Viele Neuigkeiten stürzen auf Elli ein und mit so manchen Dinge, spricht die Katze wirklich mit ihr, steht sie erstmal richtig auf dem Kriegsfuß. Doch von Beginn an, stellen sich Rosie und Jack auf ihre Seite und auch der Sheriff scheint nicht übel zu sein.
Herbstzeit ist seit einigen Jahren auch Hexenzeit für mich. Wie gut, dass die Hexen neben der Fantasy auch das Krimigenre für sich entdeckt haben und man nicht immer zu Chunksters greifen muss, wenn man einen Hexentext lesen will.
Die Serie ist in den USA angesiedelt, nimmt aber auch zahlreiche, britische Hexenliteratur aufs Korn. Ein wildes Hin und Her zwischen Krimi und Fantasy lässt den Text zeitweise etwas unruhig wirken und auch der Kriminalfall ist sehr cosy aufgebaut. Regelmäßige Krimileser entlarven den Täter schon recht früh in diesem Buch.

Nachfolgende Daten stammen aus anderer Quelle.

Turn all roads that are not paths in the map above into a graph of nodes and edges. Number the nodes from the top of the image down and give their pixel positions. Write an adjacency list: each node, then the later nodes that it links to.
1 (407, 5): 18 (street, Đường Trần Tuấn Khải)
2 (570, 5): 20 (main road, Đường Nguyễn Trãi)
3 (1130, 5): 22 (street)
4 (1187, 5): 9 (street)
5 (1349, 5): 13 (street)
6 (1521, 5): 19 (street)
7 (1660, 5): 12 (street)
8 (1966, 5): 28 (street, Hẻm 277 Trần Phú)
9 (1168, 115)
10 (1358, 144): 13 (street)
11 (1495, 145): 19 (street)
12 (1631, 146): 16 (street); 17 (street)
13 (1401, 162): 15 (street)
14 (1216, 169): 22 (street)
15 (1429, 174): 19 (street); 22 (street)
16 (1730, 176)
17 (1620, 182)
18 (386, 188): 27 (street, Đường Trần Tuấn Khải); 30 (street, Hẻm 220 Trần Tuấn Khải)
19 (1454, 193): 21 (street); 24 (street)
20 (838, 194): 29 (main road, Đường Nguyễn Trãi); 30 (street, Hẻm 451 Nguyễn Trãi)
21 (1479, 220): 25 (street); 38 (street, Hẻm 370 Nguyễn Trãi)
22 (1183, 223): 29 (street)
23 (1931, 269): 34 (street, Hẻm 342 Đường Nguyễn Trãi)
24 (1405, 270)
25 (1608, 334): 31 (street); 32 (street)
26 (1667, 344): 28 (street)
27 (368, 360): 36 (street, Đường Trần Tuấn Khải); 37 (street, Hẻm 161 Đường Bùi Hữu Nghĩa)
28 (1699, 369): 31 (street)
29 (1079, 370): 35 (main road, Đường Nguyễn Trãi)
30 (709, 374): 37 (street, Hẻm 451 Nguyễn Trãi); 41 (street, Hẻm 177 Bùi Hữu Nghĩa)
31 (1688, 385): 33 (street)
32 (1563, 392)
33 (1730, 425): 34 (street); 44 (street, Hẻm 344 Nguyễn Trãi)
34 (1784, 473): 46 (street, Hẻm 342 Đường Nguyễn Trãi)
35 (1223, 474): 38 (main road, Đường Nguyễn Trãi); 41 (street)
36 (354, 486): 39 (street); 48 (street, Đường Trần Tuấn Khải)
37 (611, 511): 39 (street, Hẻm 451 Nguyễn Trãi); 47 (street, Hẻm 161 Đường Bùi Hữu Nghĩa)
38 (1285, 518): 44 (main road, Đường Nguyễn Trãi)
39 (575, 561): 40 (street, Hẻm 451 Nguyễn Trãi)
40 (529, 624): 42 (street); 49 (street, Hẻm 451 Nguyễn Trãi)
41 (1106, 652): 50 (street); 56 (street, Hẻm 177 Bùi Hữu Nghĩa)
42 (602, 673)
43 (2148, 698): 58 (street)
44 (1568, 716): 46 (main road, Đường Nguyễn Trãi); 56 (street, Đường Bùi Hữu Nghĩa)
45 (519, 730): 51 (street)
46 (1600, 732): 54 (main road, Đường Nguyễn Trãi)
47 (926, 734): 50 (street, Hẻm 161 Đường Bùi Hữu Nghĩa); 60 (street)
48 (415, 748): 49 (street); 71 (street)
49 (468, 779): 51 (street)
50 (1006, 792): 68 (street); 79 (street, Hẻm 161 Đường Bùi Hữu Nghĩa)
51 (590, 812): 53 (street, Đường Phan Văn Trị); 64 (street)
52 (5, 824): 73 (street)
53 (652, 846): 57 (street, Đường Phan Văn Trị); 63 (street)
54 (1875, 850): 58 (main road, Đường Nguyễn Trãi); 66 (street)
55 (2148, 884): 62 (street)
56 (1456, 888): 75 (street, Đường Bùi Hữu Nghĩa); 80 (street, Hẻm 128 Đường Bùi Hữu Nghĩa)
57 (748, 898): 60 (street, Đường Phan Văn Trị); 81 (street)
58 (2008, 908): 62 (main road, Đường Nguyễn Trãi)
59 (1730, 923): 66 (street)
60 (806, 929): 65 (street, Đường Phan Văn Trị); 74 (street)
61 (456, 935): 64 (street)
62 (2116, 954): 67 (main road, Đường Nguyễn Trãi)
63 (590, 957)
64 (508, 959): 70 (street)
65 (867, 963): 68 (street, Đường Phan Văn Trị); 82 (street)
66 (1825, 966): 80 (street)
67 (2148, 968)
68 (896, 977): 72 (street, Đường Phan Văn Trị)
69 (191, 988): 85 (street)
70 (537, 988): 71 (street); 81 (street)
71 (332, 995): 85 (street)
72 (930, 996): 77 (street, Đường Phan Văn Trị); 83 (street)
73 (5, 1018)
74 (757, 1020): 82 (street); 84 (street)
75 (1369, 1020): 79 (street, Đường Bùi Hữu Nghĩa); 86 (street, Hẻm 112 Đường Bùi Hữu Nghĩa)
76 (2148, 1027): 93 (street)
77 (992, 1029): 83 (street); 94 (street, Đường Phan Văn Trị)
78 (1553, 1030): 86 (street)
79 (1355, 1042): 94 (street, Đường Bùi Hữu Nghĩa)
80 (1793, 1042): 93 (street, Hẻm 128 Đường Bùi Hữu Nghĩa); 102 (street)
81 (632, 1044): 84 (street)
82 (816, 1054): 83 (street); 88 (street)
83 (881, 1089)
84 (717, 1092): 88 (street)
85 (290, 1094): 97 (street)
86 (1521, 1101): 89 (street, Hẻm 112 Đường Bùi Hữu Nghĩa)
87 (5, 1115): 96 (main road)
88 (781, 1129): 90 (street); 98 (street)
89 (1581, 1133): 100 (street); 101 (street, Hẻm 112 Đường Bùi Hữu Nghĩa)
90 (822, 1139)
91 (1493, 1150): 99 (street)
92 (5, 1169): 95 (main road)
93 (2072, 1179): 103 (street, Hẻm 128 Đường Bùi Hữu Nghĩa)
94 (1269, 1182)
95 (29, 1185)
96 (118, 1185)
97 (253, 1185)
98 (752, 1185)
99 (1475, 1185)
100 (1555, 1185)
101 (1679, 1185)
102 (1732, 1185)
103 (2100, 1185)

Im Gegensatz zu einer anderen Krimiserie, die ebenfalls bei dem Verlag erscheint, gefällt mir der Witz bei Witchmore nicht so gut. Sicherlich ist es auch der Tatsache geschuldet, dass die andere Serie mehr vom britischen Humor lebt und trotzdem die andere Serie auch eine cosy crime Serie ist, die Witze tiefgründiger sind.
Die Welt rund um die Hexen und anderen Wesen wird im ersten Teil von Witchmore oftmals nur angerissen, vielleicht lernt man in den folgenden Bänden mehr über die einzelnen Dorfbewohner.
Wer American Diner und Zuckerguss mag, wird diese Reihe lieben, alle anderen sollten einen objektiven Blick auf den ersten Band werfen.